[Saved data entries]
- Opening Delimiter -
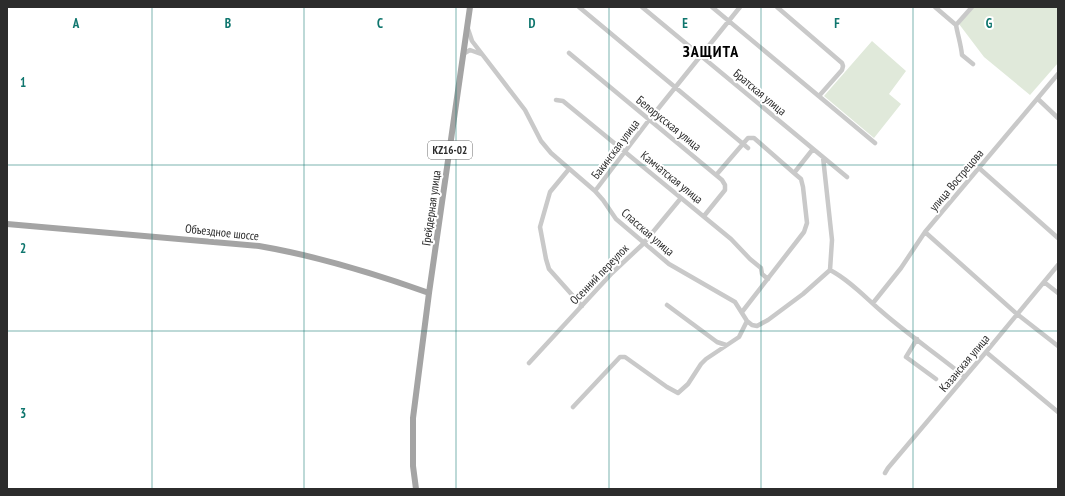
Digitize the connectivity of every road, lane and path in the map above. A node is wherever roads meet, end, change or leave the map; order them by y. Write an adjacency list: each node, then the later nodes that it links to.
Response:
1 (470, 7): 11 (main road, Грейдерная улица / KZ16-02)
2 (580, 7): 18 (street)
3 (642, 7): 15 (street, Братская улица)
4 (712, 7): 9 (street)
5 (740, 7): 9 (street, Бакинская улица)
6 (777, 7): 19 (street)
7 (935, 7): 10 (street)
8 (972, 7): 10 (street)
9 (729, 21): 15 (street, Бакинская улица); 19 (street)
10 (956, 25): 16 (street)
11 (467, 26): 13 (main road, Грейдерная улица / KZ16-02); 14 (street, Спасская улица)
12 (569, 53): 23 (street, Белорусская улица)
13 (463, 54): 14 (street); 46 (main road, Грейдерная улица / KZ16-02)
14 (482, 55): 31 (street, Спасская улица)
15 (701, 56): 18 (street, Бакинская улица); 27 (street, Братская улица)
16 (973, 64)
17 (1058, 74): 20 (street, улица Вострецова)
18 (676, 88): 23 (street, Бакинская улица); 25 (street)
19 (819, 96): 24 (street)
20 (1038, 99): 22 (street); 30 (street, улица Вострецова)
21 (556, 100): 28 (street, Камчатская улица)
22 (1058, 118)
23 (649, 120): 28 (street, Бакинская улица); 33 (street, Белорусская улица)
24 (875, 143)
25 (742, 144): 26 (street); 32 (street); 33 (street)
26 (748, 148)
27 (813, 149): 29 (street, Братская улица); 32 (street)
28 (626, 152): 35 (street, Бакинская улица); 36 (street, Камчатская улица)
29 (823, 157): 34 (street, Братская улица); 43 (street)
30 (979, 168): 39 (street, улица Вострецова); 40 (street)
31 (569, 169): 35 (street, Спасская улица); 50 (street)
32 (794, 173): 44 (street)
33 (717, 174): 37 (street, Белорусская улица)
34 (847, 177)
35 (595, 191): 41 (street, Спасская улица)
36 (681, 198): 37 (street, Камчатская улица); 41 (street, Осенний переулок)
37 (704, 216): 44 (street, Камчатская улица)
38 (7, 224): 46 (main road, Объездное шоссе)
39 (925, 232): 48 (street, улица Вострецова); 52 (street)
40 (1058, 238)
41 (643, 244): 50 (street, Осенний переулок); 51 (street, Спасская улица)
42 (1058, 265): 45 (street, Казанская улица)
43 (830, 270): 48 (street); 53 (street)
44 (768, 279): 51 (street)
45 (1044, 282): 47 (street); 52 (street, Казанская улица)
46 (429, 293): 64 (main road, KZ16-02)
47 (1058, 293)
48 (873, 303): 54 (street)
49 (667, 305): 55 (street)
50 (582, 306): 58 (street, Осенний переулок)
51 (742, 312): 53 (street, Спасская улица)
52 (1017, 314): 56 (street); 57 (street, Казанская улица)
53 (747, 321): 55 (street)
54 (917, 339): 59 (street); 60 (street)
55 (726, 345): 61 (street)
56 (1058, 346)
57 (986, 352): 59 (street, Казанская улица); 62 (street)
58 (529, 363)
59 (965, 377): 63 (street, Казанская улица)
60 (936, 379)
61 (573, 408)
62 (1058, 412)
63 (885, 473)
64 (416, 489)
- Closing Delimiter -
▶ **Assignment**: Restate each of the entries above word for word and skip every image.

▶ **Response area**:
Digitize the connectivity of every road, lane and path in the map above. A node is wherever roads meet, end, change or leave the map; order them by y. Write an adjacency list: each node, then the later nodes that it links to.
Response:
1 (470, 7): 11 (main road, Грейдерная улица / KZ16-02)
2 (580, 7): 18 (street)
3 (642, 7): 15 (street, Братская улица)
4 (712, 7): 9 (street)
5 (740, 7): 9 (street, Бакинская улица)
6 (777, 7): 19 (street)
7 (935, 7): 10 (street)
8 (972, 7): 10 (street)
9 (729, 21): 15 (street, Бакинская улица); 19 (street)
10 (956, 25): 16 (street)
11 (467, 26): 13 (main road, Грейдерная улица / KZ16-02); 14 (street, Спасская улица)
12 (569, 53): 23 (street, Белорусская улица)
13 (463, 54): 14 (street); 46 (main road, Грейдерная улица / KZ16-02)
14 (482, 55): 31 (street, Спасская улица)
15 (701, 56): 18 (street, Бакинская улица); 27 (street, Братская улица)
16 (973, 64)
17 (1058, 74): 20 (street, улица Вострецова)
18 (676, 88): 23 (street, Бакинская улица); 25 (street)
19 (819, 96): 24 (street)
20 (1038, 99): 22 (street); 30 (street, улица Вострецова)
21 (556, 100): 28 (street, Камчатская улица)
22 (1058, 118)
23 (649, 120): 28 (street, Бакинская улица); 33 (street, Белорусская улица)
24 (875, 143)
25 (742, 144): 26 (street); 32 (street); 33 (street)
26 (748, 148)
27 (813, 149): 29 (street, Братская улица); 32 (street)
28 (626, 152): 35 (street, Бакинская улица); 36 (street, Камчатская улица)
29 (823, 157): 34 (street, Братская улица); 43 (street)
30 (979, 168): 39 (street, улица Вострецова); 40 (street)
31 (569, 169): 35 (street, Спасская улица); 50 (street)
32 (794, 173): 44 (street)
33 (717, 174): 37 (street, Белорусская улица)
34 (847, 177)
35 (595, 191): 41 (street, Спасская улица)
36 (681, 198): 37 (street, Камчатская улица); 41 (street, Осенний переулок)
37 (704, 216): 44 (street, Камчатская улица)
38 (7, 224): 46 (main road, Объездное шоссе)
39 (925, 232): 48 (street, улица Вострецова); 52 (street)
40 (1058, 238)
41 (643, 244): 50 (street, Осенний переулок); 51 (street, Спасская улица)
42 (1058, 265): 45 (street, Казанская улица)
43 (830, 270): 48 (street); 53 (street)
44 (768, 279): 51 (street)
45 (1044, 282): 47 (street); 52 (street, Казанская улица)
46 (429, 293): 64 (main road, KZ16-02)
47 (1058, 293)
48 (873, 303): 54 (street)
49 (667, 305): 55 (street)
50 (582, 306): 58 (street, Осенний переулок)
51 (742, 312): 53 (street, Спасская улица)
52 (1017, 314): 56 (street); 57 (street, Казанская улица)
53 (747, 321): 55 (street)
54 (917, 339): 59 (street); 60 (street)
55 (726, 345): 61 (street)
56 (1058, 346)
57 (986, 352): 59 (street, Казанская улица); 62 (street)
58 (529, 363)
59 (965, 377): 63 (street, Казанская улица)
60 (936, 379)
61 (573, 408)
62 (1058, 412)
63 (885, 473)
64 (416, 489)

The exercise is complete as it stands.